- EXERCISE GOAL -
Copy out each line below that has the word "picture" in it.

Records excerpted from a collection
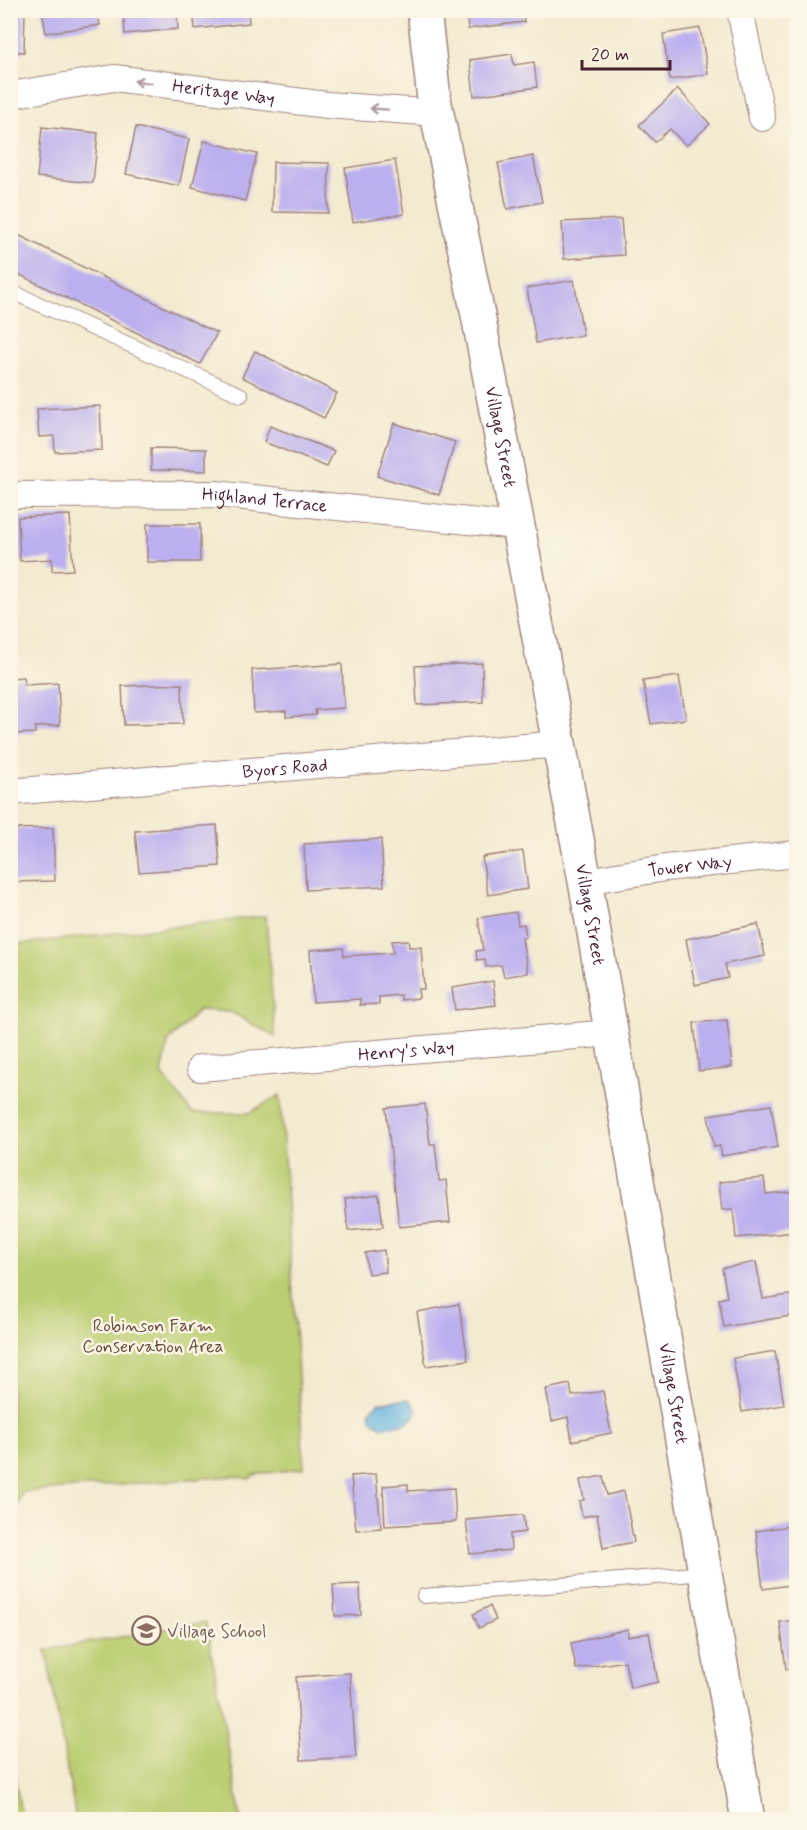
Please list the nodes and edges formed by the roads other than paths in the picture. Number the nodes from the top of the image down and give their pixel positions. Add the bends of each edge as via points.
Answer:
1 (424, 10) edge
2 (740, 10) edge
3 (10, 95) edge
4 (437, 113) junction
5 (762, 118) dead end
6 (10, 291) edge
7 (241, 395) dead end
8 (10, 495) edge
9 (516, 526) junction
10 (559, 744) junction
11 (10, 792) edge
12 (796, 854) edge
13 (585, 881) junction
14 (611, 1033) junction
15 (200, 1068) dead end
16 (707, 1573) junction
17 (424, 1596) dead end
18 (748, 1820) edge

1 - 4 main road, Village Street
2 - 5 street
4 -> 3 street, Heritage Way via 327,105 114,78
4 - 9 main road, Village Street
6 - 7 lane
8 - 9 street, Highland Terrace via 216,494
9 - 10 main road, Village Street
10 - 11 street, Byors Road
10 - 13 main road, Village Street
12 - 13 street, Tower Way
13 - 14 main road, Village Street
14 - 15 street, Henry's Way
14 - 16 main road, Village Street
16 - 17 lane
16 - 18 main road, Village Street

...

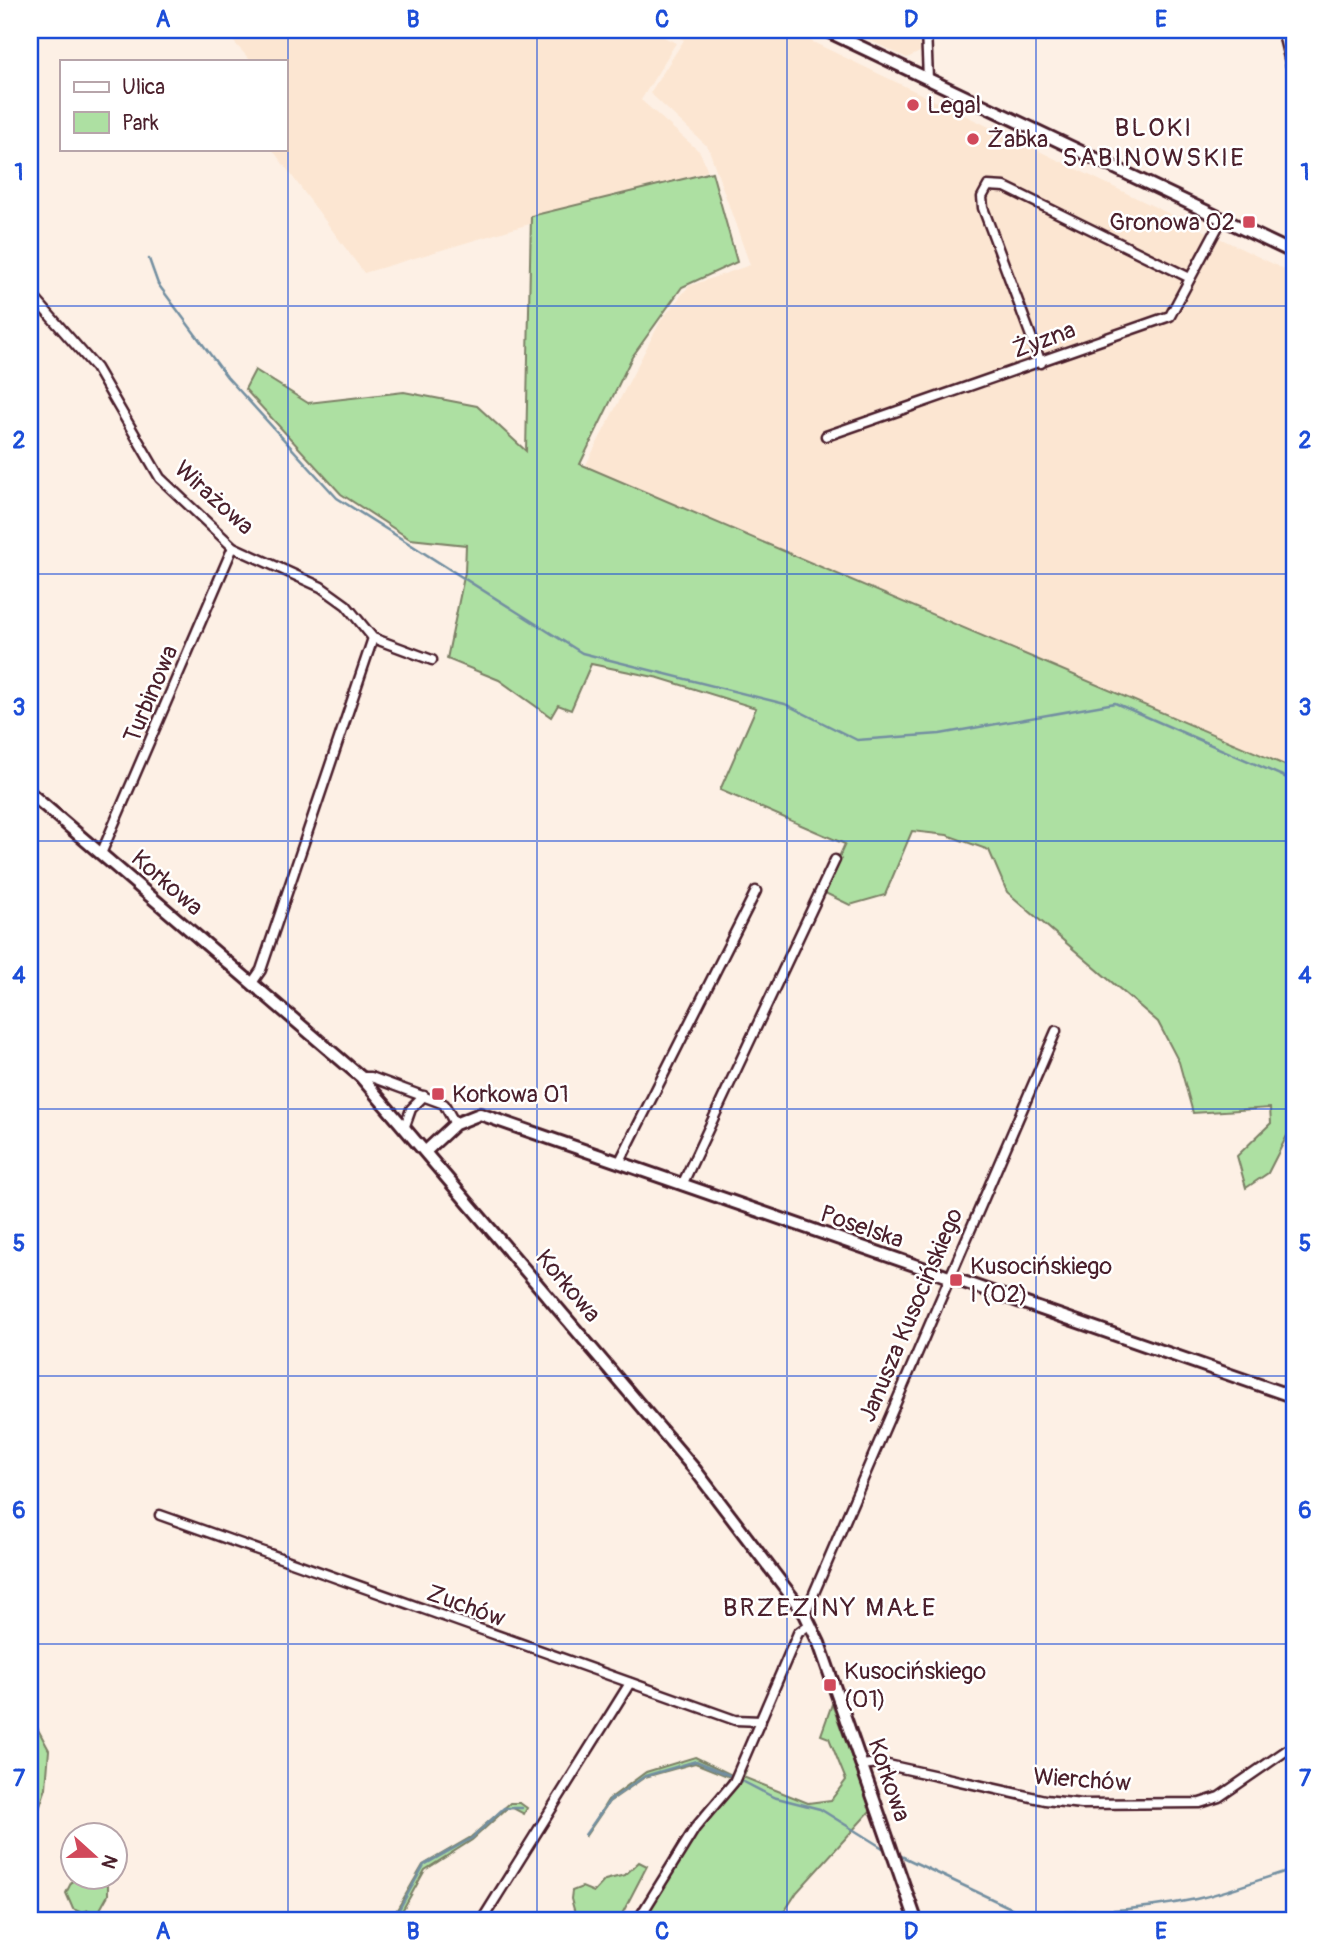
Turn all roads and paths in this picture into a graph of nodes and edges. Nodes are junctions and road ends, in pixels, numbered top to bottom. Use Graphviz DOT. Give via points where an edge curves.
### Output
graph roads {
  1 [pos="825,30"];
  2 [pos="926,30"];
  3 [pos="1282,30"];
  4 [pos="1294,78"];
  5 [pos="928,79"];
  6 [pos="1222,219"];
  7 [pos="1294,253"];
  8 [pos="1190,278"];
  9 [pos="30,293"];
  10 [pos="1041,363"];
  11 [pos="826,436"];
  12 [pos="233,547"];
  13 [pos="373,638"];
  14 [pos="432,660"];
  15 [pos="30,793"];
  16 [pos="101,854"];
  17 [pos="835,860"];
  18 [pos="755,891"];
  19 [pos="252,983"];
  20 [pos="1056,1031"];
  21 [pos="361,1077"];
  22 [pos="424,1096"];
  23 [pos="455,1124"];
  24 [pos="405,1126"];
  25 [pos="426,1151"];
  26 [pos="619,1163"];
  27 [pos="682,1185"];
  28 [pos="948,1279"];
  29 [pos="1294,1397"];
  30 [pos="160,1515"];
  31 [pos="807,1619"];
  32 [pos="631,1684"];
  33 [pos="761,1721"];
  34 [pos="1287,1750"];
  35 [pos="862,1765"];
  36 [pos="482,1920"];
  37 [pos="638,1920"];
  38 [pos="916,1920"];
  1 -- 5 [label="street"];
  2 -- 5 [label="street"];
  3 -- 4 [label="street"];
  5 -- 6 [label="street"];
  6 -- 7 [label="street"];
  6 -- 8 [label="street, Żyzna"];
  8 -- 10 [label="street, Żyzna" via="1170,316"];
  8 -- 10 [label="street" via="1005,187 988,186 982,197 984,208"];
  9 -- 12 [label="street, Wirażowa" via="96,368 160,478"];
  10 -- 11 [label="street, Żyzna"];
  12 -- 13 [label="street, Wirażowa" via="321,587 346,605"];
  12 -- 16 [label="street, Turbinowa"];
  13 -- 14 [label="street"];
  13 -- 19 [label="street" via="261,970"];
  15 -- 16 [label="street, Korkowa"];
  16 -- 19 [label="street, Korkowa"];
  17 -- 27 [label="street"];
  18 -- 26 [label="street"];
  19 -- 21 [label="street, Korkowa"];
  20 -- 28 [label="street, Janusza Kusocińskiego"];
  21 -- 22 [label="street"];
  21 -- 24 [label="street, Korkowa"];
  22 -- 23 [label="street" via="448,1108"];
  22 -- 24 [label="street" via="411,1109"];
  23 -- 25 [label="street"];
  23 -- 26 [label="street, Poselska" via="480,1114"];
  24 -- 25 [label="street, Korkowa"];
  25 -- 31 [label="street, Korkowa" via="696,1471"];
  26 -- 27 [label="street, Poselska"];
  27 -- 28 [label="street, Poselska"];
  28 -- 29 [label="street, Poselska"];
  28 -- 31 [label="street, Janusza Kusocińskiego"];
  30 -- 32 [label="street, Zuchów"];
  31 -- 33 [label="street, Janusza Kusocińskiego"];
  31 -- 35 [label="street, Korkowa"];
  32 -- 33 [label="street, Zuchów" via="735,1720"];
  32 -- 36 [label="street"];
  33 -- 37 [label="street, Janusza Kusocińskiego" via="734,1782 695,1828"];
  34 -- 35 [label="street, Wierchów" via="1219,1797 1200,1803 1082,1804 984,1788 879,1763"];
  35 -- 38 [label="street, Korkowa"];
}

- WRITTEN RESPONSE -
Please list the nodes and edges formed by the roads other than paths in the picture. Number the nodes from the top of the image down and give their pixel positions. Add the bends of each edge as via points.
Turn all roads and paths in this picture into a graph of nodes and edges. Nodes are junctions and road ends, in pixels, numbered top to bottom. Use Graphviz DOT. Give via points where an edge curves.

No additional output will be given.